EXTRACTED INFORMATION.
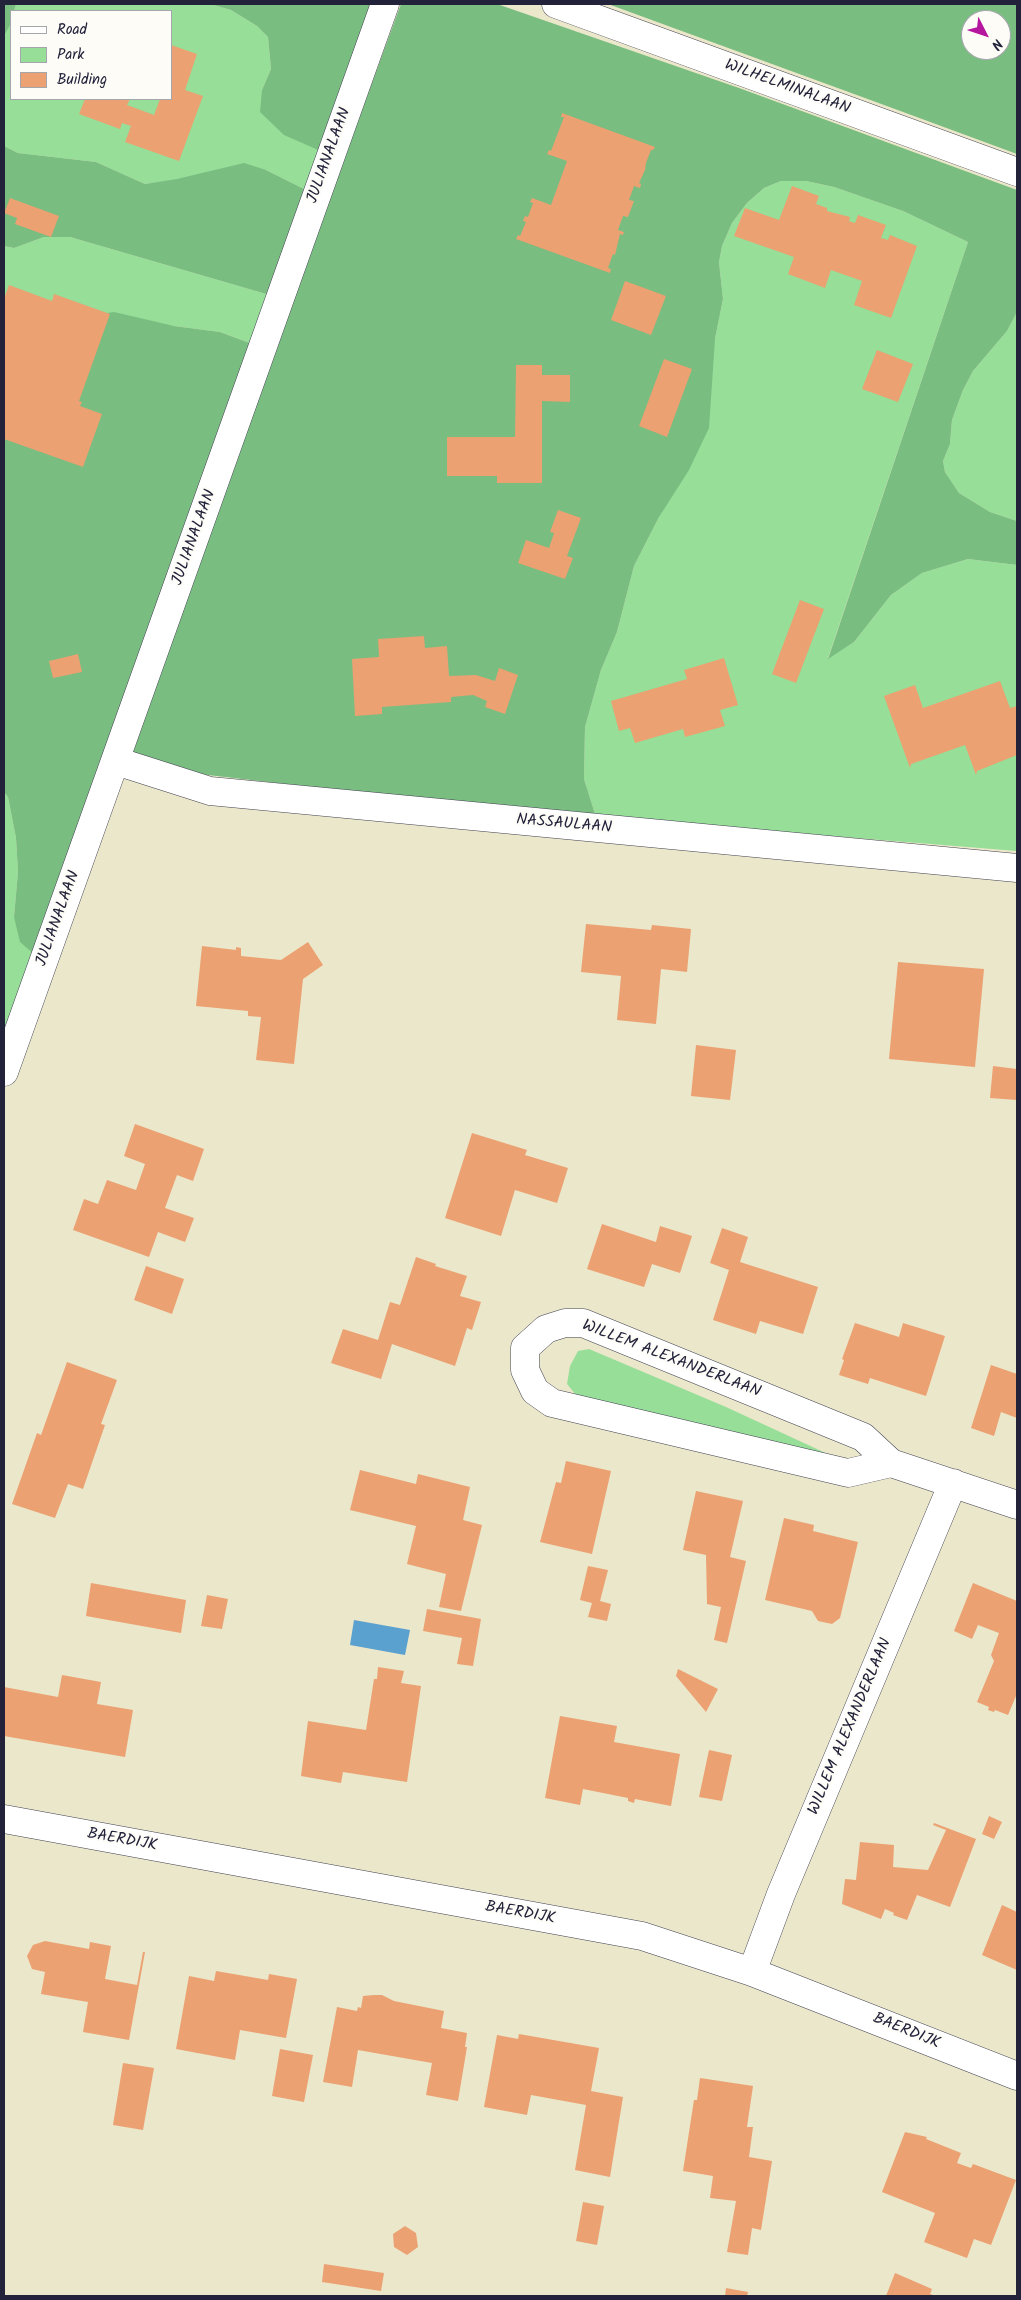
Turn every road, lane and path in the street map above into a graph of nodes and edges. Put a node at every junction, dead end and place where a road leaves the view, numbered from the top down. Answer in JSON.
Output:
{"nodes":[{"id":1,"x":385,"y":4,"type":"edge"},
{"id":2,"x":556,"y":4,"type":"edge"},
{"id":3,"x":1017,"y":172,"type":"edge"},
{"id":4,"x":116,"y":761,"type":"junction"},
{"id":5,"x":1017,"y":868,"type":"edge"},
{"id":6,"x":4,"y":1072,"type":"edge"},
{"id":7,"x":891,"y":1463,"type":"junction"},
{"id":8,"x":953,"y":1483,"type":"junction"},
{"id":9,"x":1017,"y":1505,"type":"edge"},
{"id":10,"x":4,"y":1819,"type":"edge"},
{"id":11,"x":752,"y":1972,"type":"junction"},
{"id":12,"x":1017,"y":2076,"type":"edge"}],
"edges":[{"from":1,"to":4,"type":"street","name":"JULIANALAAN"},
{"from":2,"to":3,"type":"street","name":"WILHELMINALAAN"},
{"from":4,"to":5,"type":"street","name":"NASSAULAAN"},
{"from":4,"to":6,"type":"street","name":"JULIANALAAN"},
{"from":7,"to":7,"type":"street","name":"WILLEM ALEXANDERLAAN"},
{"from":7,"to":8,"type":"street","name":"WILLEM ALEXANDERLAAN"},
{"from":8,"to":9,"type":"street","name":"WILLEM ALEXANDERLAAN"},
{"from":8,"to":11,"type":"street","name":"WILLEM ALEXANDERLAAN"},
{"from":10,"to":11,"type":"street","name":"BAERDIJK"},
{"from":11,"to":12,"type":"street","name":"BAERDIJK"}]}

YOUR INSTRUCTIONS. Everything in the listing except the pictures must come back exactly as written.

ANSWER TO THIS TASK.
Turn every road, lane and path in the street map above into a graph of nodes and edges. Put a node at every junction, dead end and place where a road leaves the view, numbered from the top down. Answer in JSON.
Output:
{"nodes":[{"id":1,"x":385,"y":4,"type":"edge"},
{"id":2,"x":556,"y":4,"type":"edge"},
{"id":3,"x":1017,"y":172,"type":"edge"},
{"id":4,"x":116,"y":761,"type":"junction"},
{"id":5,"x":1017,"y":868,"type":"edge"},
{"id":6,"x":4,"y":1072,"type":"edge"},
{"id":7,"x":891,"y":1463,"type":"junction"},
{"id":8,"x":953,"y":1483,"type":"junction"},
{"id":9,"x":1017,"y":1505,"type":"edge"},
{"id":10,"x":4,"y":1819,"type":"edge"},
{"id":11,"x":752,"y":1972,"type":"junction"},
{"id":12,"x":1017,"y":2076,"type":"edge"}],
"edges":[{"from":1,"to":4,"type":"street","name":"JULIANALAAN"},
{"from":2,"to":3,"type":"street","name":"WILHELMINALAAN"},
{"from":4,"to":5,"type":"street","name":"NASSAULAAN"},
{"from":4,"to":6,"type":"street","name":"JULIANALAAN"},
{"from":7,"to":7,"type":"street","name":"WILLEM ALEXANDERLAAN"},
{"from":7,"to":8,"type":"street","name":"WILLEM ALEXANDERLAAN"},
{"from":8,"to":9,"type":"street","name":"WILLEM ALEXANDERLAAN"},
{"from":8,"to":11,"type":"street","name":"WILLEM ALEXANDERLAAN"},
{"from":10,"to":11,"type":"street","name":"BAERDIJK"},
{"from":11,"to":12,"type":"street","name":"BAERDIJK"}]}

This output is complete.